A: You raise a very good point, and first of all, I admire your honesty and your “vain-ness.” It is much better to err on the side of caring or being vain about how you look, than not. I believe that same type of honesty should also prevail in Facebook as well. While blocking tags to your Facebook is always an option, I suggest you ask your friends to get your approval or at least check with you, before posting a potentially unflattering picture on their page or tagging you with the photo. They can always text you the proposed photo, or item, in advance and you can then give them a thumbs up or down. It all boils down to common courtesy and consideration of others. I am certain they would not appreciate your posting an unflattering photo of them or tagging them.

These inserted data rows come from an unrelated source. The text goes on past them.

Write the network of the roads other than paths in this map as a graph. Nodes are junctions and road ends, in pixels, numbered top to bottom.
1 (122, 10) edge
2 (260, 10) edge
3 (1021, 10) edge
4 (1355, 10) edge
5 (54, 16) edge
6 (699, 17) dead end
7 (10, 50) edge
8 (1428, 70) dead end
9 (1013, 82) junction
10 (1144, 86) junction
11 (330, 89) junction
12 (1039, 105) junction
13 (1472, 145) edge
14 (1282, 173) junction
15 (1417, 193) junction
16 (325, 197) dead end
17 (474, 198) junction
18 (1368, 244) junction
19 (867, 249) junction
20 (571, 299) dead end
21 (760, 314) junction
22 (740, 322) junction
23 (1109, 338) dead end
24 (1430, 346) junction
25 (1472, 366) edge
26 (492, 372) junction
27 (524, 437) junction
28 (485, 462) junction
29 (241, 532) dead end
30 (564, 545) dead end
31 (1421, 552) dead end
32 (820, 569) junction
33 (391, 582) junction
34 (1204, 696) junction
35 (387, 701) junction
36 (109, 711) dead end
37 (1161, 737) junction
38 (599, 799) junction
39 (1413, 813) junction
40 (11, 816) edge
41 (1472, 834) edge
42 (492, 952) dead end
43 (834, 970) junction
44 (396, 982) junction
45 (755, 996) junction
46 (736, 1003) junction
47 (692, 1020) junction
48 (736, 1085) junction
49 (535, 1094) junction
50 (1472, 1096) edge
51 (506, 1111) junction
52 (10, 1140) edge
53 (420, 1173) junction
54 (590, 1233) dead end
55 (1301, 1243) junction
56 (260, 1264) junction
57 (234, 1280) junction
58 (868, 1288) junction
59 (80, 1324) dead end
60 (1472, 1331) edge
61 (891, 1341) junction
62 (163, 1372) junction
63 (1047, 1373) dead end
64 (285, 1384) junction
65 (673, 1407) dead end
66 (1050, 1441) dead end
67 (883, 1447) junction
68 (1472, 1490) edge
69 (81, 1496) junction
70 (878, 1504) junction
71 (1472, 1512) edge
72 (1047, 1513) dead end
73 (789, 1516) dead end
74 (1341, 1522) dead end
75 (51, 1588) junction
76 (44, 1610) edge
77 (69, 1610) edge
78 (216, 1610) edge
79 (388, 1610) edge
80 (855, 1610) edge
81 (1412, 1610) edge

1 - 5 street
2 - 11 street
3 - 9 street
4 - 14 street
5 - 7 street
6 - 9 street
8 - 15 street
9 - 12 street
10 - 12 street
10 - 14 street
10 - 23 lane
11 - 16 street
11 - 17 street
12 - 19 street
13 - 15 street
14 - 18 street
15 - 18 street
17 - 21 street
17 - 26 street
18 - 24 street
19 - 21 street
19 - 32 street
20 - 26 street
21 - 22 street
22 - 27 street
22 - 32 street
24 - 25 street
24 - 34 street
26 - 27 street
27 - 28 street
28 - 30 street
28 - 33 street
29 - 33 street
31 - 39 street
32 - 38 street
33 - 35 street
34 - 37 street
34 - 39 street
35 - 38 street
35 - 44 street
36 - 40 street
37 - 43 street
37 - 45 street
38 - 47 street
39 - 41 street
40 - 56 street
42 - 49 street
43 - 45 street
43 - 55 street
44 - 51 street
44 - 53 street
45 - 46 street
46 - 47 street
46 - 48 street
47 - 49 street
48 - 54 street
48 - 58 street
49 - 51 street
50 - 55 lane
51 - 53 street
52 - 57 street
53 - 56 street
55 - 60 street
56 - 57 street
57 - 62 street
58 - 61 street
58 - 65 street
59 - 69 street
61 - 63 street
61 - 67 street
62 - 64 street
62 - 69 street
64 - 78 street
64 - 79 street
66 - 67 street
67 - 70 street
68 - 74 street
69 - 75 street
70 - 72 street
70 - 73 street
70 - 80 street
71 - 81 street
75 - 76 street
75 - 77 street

Q: My husband and I were sent a “hold the date” card for a former co-worker’s wedding months ago. As the date of the wedding got closer and closer to the wedding date, we had not received an actual invitation. We talked about what to do about it. Finally, I called another co-worker who was still working with the co-worker who was getting married, and asked if she knew anything about the upcoming wedding, etc. In the conversation, I explained we had gotten the card some time ago, but no invitation. There was a pause and she then explained that she heard the couple had decided to have a much smaller wedding because they couldn’t afford to have a large number of guests at the sit-down dinner reception following the wedding. She said she had heard a lot of people had been cut from the list, but she didn’t know who they were. I asked her not to mention my phone call.
Based in what I was told, it is obvious my husband and I were cut from the list. Since we are not family, nor close friends, I can understand. It doesn’t really matter; however, shouldn’t they have notified us somehow about the change? I don’t think we are obligated to send a gift, are we?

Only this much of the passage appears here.